Seaborn library

Task:

Make matplotlib plots look nicer

Solution:

Seaborn

We all know and love matplotlib, but I guess most of you agree that the default output of matplotlib is ugly. One can spend hours tweaking the plots, and for sure you will get very nice result at the end - customization is one of the great powers of matplotlib after all. However there is another way - just rely on beautiful defaults created by someone else. Below I will show you couple of examples with Seaborn library, that is based on matplotlib, but make figures look much better. It also provide very simple way to draw statistical graphs, that I will also demonstrate.

Online documentation

Tutorial

In [1]:
%matplotlib inline
import numpy as np
import pandas as pd

We going to work with climate indeces (AO, NAO, PNA indices):

In [2]:
!wget http://www.cpc.ncep.noaa.gov/products/precip/CWlink/daily_ao_index/monthly.ao.index.b50.current.ascii
!wget http://www.cpc.ncep.noaa.gov/products/precip/CWlink/pna/norm.nao.monthly.b5001.current.ascii
!wget http://www.cpc.ncep.noaa.gov/products/precip/CWlink/pna/norm.pna.monthly.b5001.current.ascii

Create pandas data frame (ind) out of them:

In [4]:
AO = pd.read_table('monthly.ao.index.b50.current.ascii', sep='\s*', \
              parse_dates={'dates':[0, 1]}, header=None, index_col=0, squeeze=True)
NAO = pd.read_table('norm.nao.monthly.b5001.current.ascii', sep='\s*', \
              parse_dates={'dates':[0, 1]}, header=None, index_col=0, squeeze=True)
PNA = pd.read_table('norm.pna.monthly.b5001.current.ascii', sep='\s*', \
              parse_dates={'dates':[0, 1]}, header=None, index_col=0, squeeze=True)

ind = pd.DataFrame({'AO':AO, 'NAO':NAO, 'PNA':PNA})

Here is how usual plots will look like (done with pandas, but uses matplotlib under the hood):

In [5]:
ind.plot()
Out[5]:
<matplotlib.axes._subplots.AxesSubplot at 0xaefc4cec>
In [6]:
ind.AO.hist()
Out[6]:
<matplotlib.axes._subplots.AxesSubplot at 0xaee9a5cc>

They do the job - show some data, but also have certain 1990s flaivor :)

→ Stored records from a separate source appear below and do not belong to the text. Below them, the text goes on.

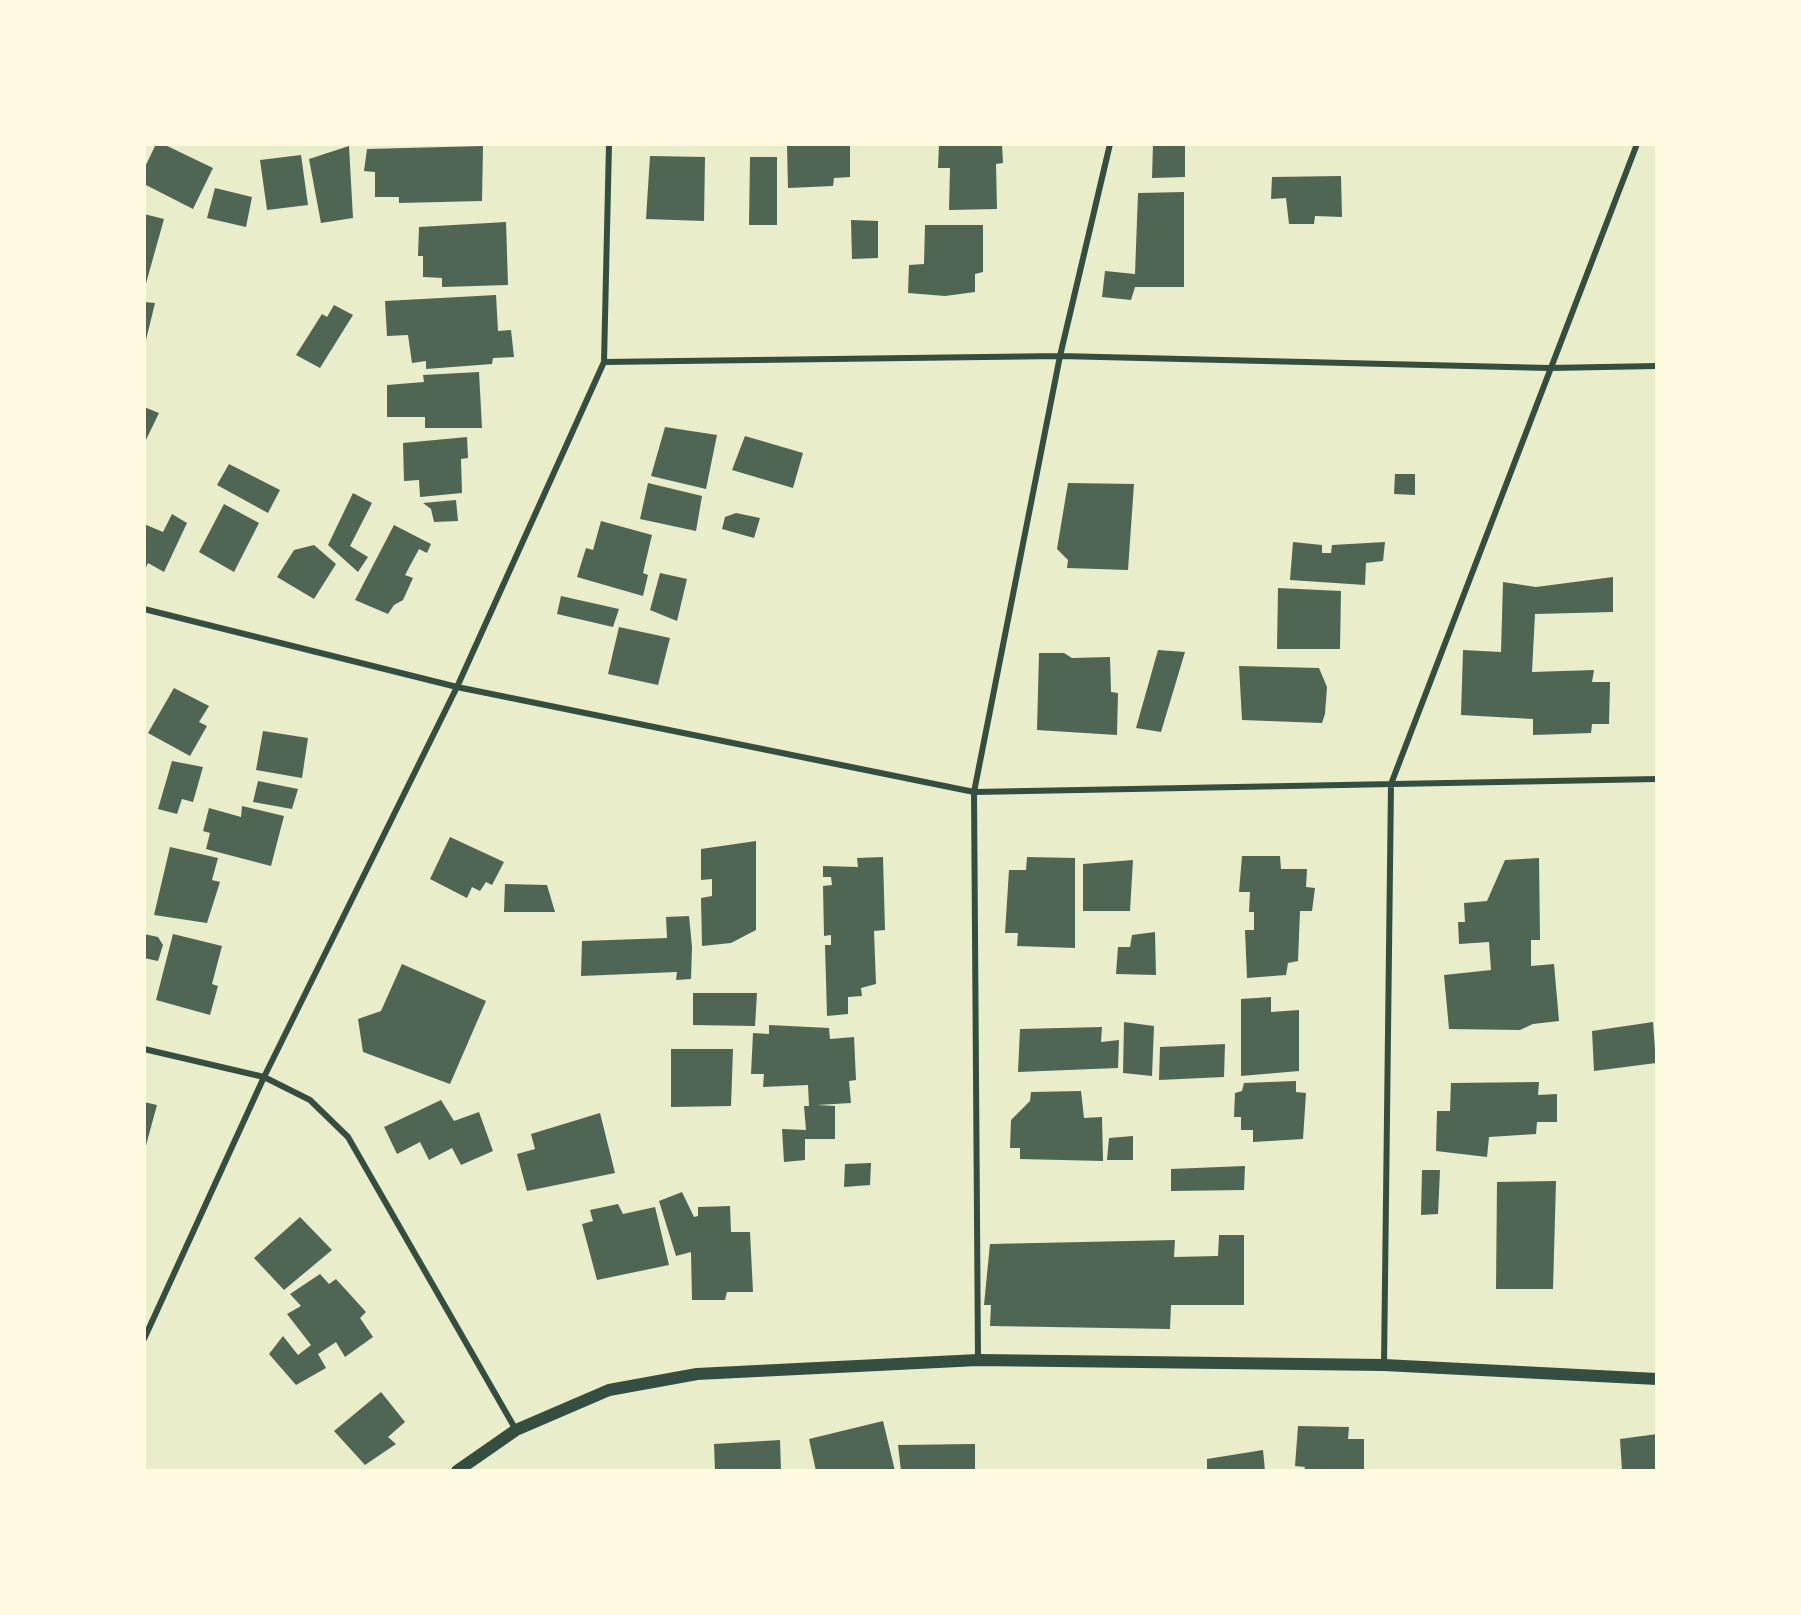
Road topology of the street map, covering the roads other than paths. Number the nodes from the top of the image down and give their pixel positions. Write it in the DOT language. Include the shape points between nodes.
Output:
graph roads {
  1 [pos="609,144"];
  2 [pos="1110,144"];
  3 [pos="1636,144"];
  4 [pos="1060,356"];
  5 [pos="604,362"];
  6 [pos="1657,366"];
  7 [pos="1549,368"];
  8 [pos="144,609"];
  9 [pos="457,687"];
  10 [pos="1657,779"];
  11 [pos="1391,784"];
  12 [pos="974,792"];
  13 [pos="144,1048"];
  14 [pos="264,1077"];
  15 [pos="144,1339"];
  16 [pos="978,1360"];
  17 [pos="1384,1365"];
  18 [pos="1657,1379"];
  19 [pos="516,1430"];
  20 [pos="457,1471"];
  1 -- 5 [label="street"];
  2 -- 4 [label="street"];
  3 -- 7 [label="street"];
  4 -- 5 [label="street"];
  4 -- 7 [label="street"];
  4 -- 12 [label="street"];
  5 -- 9 [label="street"];
  6 -- 7 [label="street"];
  7 -- 11 [label="street"];
  8 -- 9 [label="street"];
  9 -- 12 [label="street"];
  9 -- 14 [label="street"];
  10 -- 11 [label="street"];
  11 -- 12 [label="street"];
  11 -- 17 [label="street"];
  12 -- 16 [label="street"];
  13 -- 14 [label="street"];
  14 -- 15 [label="street"];
  14 -- 19 [label="street" via="310,1100 348,1137"];
  16 -- 17 [label="main road"];
  16 -- 19 [label="main road" via="697,1374 609,1390"];
  17 -- 18 [label="main road"];
  19 -- 20 [label="main road"];
}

And now we just import seaborn library:

In [7]:
import seaborn as sns

And magic happend, plots change automatically:

In [8]:
ind.plot()
Out[8]:
<matplotlib.axes._subplots.AxesSubplot at 0xac1d82ec>
In [9]:
ind.AO.hist()
Out[9]:
<matplotlib.axes._subplots.AxesSubplot at 0xac1f624c>

Same plots, but look much better. You can tweek some basic styling:

In [10]:
sns.set(context='talk',style='ticks')
In [11]:
ind.AO.hist()
Out[11]:
<matplotlib.axes._subplots.AxesSubplot at 0xabfea40c>
In [12]:
sns.set(context='talk',style='darkgrid')
In [13]:
ind.AO.hist()
Out[13]:
<matplotlib.axes._subplots.AxesSubplot at 0xabf6434c>

But at the end you get just a usual matplotlib object, that later can be tweaked in a way you want.

Statistical plots

But seaborn is mainly not about pretty plots, it's about pretty statistical plots. Regression for example:

In [14]:
sns.regplot('AO', 'NAO', data=ind)
Out[14]:
<matplotlib.axes._subplots.AxesSubplot at 0xaa66142c>
In [15]:
sns.jointplot('AO', 'NAO', data=ind)
Out[15]:
<seaborn.axisgrid.JointGrid at 0xaa5e23ec>
In [16]:
sns.jointplot('AO', 'NAO', data=ind, kind='reg', size=7)
Out[16]:
<seaborn.axisgrid.JointGrid at 0xaa540bec>

Or correlation heat map:

In [17]:
sns.corrplot(ind)
Out[17]:
<matplotlib.axes._subplots.AxesSubplot at 0xa9d420cc>

This is how box plots look like with seaborn:

In [18]:
ind['mon'] = ind.index.month
In [19]:
sns.boxplot(ind.AO, groupby=ind.mon, alpha=0.8)
Out[19]:
<matplotlib.axes._subplots.AxesSubplot at 0xa9d1452c>
In [20]:
sns.boxplot(ind.NAO, groupby=ind.mon)
Out[20]:
<matplotlib.axes._subplots.AxesSubplot at 0xa994264c>
In [21]:
sns.boxplot(ind.PNA, groupby=ind.mon)
Out[21]:
<matplotlib.axes._subplots.AxesSubplot at 0xa9654c6c>

There is also a violin plot:

In [22]:
sns.violinplot(ind.NAO, groupby=ind.mon, inner="points", kernel='cos')
Out[22]:
<matplotlib.axes._subplots.AxesSubplot at 0xa942660c>

Kernel density estimate:

In [24]:
sns.kdeplot(ind.AO, shade=True)
sns.kdeplot(ind.NAO, shade=True)
sns.kdeplot(ind.PNA, shade=True)
Out[24]:
<matplotlib.axes._subplots.AxesSubplot at 0xa91a35cc>

Distribution:

In [26]:
sns.distplot(ind.AO, rug=True)
Out[26]:
<matplotlib.axes._subplots.AxesSubplot at 0xa9165e6c>

Linear regression for all data together:

In [29]:
sns.lmplot('AO', 'NAO', ind)
Out[29]:
<seaborn.axisgrid.FacetGrid at 0xa8429d6c>

For individual months (all together):

In [30]:
sns.lmplot('AO', 'NAO', ind, hue='mon')
Out[30]:
<seaborn.axisgrid.FacetGrid at 0xa83d506c>

For individual months one by one:

In [31]:
sns.lmplot('AO', 'NAO', ind, hue='mon' , col='mon', col_wrap=3, size=4)
Out[31]:
<seaborn.axisgrid.FacetGrid at 0xa8669cac>